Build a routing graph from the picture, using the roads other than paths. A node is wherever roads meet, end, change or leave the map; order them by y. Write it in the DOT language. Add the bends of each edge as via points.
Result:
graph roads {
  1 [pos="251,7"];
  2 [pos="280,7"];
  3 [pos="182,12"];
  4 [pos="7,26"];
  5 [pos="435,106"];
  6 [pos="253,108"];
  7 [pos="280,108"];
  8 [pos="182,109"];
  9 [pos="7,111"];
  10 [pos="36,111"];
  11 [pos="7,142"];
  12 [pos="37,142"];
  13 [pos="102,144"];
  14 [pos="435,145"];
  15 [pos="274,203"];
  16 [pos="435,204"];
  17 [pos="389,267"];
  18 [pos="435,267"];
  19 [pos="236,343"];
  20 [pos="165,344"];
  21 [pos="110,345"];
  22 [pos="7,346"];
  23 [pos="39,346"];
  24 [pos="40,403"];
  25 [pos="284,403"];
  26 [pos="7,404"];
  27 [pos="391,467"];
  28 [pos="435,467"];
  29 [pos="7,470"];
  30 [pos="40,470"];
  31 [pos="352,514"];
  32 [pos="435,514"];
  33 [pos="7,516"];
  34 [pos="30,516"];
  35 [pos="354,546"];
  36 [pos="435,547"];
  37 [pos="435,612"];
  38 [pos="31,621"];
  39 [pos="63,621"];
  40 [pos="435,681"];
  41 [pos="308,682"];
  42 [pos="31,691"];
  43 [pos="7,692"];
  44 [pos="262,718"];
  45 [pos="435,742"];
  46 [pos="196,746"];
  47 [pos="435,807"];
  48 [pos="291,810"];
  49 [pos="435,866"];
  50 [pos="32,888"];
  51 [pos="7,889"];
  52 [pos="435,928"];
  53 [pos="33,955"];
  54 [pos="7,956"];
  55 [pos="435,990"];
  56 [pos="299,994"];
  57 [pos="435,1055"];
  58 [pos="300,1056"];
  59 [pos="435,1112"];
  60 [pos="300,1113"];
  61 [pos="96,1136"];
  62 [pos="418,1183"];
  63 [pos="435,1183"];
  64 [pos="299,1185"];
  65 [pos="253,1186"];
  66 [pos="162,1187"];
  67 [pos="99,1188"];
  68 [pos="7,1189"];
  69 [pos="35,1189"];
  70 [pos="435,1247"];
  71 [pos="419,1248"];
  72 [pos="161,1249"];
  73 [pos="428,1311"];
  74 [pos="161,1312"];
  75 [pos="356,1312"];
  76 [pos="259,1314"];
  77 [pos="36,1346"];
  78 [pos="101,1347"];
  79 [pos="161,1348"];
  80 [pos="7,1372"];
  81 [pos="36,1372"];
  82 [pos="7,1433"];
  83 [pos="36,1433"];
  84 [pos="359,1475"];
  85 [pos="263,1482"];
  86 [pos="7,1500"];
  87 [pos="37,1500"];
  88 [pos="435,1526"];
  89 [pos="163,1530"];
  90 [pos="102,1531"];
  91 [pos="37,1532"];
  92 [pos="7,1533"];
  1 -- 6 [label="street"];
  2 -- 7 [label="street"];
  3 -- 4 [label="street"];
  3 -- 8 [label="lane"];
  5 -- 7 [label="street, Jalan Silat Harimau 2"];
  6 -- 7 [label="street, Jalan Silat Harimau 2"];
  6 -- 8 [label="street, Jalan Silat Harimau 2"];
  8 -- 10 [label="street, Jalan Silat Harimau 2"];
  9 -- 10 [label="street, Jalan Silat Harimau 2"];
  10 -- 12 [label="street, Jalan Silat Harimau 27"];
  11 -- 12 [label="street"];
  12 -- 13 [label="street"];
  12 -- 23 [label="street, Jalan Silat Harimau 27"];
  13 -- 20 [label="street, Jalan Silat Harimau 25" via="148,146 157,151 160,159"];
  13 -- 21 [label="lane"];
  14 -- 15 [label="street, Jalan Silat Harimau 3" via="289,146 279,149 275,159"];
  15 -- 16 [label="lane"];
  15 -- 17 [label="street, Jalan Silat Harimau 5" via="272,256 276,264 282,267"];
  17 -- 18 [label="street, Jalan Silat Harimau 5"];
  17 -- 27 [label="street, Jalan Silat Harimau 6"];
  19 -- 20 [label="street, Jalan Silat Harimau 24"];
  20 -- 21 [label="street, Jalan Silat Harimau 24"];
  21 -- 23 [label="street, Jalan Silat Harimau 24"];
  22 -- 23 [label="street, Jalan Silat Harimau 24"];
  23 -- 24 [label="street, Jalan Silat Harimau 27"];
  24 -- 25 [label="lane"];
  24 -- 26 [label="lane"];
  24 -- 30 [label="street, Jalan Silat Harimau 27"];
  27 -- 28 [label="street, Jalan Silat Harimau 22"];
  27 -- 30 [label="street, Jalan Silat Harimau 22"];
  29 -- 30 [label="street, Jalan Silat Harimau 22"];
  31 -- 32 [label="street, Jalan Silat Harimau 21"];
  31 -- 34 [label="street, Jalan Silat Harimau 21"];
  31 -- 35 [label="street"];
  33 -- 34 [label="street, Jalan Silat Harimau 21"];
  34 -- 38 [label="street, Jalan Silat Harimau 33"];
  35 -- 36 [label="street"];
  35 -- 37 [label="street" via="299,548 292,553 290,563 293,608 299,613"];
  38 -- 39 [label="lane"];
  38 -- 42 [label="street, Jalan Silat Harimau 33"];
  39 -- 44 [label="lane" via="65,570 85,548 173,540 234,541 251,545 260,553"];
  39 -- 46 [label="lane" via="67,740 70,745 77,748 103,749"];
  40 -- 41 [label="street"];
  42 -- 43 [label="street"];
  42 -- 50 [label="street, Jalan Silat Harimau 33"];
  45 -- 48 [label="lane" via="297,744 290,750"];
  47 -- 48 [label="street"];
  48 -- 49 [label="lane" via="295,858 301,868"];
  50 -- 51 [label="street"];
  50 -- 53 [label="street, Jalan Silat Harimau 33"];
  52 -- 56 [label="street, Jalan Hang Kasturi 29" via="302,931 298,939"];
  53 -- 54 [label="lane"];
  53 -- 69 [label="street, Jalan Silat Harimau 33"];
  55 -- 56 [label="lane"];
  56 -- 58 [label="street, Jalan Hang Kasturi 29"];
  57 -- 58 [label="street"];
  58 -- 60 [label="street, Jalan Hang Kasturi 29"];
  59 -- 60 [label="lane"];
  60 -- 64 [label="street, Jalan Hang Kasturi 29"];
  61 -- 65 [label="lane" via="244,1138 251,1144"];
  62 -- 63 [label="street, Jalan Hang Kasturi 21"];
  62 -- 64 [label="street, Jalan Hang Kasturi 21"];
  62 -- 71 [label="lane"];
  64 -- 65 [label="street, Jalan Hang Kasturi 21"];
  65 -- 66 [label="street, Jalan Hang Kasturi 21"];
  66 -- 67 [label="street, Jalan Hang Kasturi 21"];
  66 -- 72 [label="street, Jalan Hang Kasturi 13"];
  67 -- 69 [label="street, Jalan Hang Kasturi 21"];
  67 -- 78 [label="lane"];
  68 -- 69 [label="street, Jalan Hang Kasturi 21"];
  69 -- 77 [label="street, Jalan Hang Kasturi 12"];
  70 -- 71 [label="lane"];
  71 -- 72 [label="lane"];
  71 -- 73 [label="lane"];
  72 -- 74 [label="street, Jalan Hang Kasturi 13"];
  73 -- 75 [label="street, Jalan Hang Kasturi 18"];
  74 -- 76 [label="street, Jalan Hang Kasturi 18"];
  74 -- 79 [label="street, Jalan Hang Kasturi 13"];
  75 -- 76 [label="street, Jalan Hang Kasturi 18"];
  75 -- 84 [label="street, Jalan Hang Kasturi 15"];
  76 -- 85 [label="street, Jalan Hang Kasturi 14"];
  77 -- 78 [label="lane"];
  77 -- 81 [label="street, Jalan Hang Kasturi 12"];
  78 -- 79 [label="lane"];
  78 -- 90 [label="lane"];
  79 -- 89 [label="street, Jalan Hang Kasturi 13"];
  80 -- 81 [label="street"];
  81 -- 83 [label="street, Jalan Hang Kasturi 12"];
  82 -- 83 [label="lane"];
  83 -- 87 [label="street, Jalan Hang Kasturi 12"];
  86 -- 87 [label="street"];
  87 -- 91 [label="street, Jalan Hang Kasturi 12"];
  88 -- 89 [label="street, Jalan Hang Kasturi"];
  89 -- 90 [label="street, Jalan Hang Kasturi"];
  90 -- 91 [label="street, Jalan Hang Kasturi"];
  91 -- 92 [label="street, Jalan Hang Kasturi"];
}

...

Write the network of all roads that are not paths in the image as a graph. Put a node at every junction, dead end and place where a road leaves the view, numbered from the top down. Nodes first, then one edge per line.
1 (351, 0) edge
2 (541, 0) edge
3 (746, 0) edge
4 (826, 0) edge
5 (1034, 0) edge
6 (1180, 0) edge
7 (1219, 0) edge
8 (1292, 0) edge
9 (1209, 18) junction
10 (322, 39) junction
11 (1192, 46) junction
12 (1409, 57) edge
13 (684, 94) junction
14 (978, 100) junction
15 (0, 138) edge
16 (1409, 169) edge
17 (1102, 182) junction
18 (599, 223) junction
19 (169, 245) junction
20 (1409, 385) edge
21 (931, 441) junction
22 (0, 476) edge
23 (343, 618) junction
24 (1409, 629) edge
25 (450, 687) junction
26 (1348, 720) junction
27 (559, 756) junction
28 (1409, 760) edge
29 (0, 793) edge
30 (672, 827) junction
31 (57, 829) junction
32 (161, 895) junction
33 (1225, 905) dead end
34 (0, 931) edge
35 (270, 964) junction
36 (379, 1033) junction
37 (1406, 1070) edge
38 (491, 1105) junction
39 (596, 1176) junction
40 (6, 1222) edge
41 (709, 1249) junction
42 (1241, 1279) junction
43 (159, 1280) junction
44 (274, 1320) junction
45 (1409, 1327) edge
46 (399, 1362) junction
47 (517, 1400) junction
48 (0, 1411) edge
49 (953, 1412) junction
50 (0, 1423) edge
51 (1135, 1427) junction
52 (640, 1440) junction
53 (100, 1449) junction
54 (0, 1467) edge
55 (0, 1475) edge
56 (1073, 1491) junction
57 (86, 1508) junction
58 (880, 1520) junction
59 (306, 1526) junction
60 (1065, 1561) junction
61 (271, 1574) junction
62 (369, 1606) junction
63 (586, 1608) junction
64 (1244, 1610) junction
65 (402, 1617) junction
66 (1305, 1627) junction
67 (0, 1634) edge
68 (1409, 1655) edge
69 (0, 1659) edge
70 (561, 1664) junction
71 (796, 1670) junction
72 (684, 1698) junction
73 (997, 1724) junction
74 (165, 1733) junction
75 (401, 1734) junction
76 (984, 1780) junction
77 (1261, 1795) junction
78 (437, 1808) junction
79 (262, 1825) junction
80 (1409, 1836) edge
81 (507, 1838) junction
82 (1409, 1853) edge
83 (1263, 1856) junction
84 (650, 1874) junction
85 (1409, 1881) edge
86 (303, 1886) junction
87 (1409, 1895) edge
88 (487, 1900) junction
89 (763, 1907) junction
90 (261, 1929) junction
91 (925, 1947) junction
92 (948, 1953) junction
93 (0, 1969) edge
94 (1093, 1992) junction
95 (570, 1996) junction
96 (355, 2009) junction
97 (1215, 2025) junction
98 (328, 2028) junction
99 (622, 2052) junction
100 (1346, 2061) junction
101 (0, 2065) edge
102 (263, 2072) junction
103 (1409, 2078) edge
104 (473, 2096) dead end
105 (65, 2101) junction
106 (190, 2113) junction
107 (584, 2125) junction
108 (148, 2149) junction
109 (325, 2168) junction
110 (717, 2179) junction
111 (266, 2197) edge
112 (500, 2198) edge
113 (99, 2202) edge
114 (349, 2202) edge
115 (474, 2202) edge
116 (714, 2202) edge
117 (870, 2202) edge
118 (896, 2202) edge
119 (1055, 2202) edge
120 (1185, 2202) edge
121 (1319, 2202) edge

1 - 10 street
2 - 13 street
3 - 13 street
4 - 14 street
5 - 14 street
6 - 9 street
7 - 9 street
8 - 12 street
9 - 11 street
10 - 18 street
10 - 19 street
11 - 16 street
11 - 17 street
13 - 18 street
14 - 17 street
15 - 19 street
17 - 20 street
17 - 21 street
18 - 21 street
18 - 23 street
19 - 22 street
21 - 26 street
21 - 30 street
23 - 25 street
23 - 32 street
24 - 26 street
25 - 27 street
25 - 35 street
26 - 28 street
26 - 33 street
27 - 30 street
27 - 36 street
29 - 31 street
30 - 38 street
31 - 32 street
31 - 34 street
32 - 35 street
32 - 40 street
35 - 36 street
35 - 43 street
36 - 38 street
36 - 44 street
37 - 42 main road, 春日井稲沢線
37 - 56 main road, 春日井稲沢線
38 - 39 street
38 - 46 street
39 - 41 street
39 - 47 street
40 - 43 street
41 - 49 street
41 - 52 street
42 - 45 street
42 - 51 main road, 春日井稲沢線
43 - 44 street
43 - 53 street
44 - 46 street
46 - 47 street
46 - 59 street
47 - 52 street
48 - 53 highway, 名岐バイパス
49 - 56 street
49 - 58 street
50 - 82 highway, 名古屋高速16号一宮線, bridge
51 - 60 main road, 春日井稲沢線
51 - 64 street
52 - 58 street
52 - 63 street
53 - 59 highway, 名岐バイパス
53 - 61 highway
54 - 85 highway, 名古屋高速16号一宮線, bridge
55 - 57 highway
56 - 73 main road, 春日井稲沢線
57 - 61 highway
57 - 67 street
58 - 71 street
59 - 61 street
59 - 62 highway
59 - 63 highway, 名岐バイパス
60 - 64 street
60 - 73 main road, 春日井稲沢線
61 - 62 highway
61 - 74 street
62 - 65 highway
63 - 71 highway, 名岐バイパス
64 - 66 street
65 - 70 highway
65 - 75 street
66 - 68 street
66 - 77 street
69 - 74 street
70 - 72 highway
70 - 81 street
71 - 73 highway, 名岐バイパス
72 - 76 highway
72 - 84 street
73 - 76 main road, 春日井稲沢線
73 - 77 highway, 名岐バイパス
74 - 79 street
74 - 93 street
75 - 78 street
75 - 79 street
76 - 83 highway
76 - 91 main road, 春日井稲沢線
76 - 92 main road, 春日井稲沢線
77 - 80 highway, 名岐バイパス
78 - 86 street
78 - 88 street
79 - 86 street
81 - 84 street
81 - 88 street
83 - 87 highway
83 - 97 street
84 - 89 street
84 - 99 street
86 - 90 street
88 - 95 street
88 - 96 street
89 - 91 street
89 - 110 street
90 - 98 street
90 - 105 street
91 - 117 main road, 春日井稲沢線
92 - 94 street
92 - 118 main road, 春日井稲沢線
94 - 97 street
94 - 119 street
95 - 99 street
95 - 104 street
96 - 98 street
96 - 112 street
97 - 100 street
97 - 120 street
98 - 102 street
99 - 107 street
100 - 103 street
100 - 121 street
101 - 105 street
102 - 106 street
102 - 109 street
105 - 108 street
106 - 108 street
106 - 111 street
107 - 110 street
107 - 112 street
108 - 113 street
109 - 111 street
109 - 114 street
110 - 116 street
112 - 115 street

_Work to complete_: Each line of the entries above that contains "paths" is to be copied.

_Response to this task_:
Build a routing graph from the picture, using the roads other than paths. A node is wherever roads meet, end, change or leave the map; order them by y. Write it in the DOT language. Add the bends of each edge as via points.
Write the network of all roads that are not paths in the image as a graph. Put a node at every junction, dead end and place where a road leaves the view, numbered from the top down. Nodes first, then one edge per line.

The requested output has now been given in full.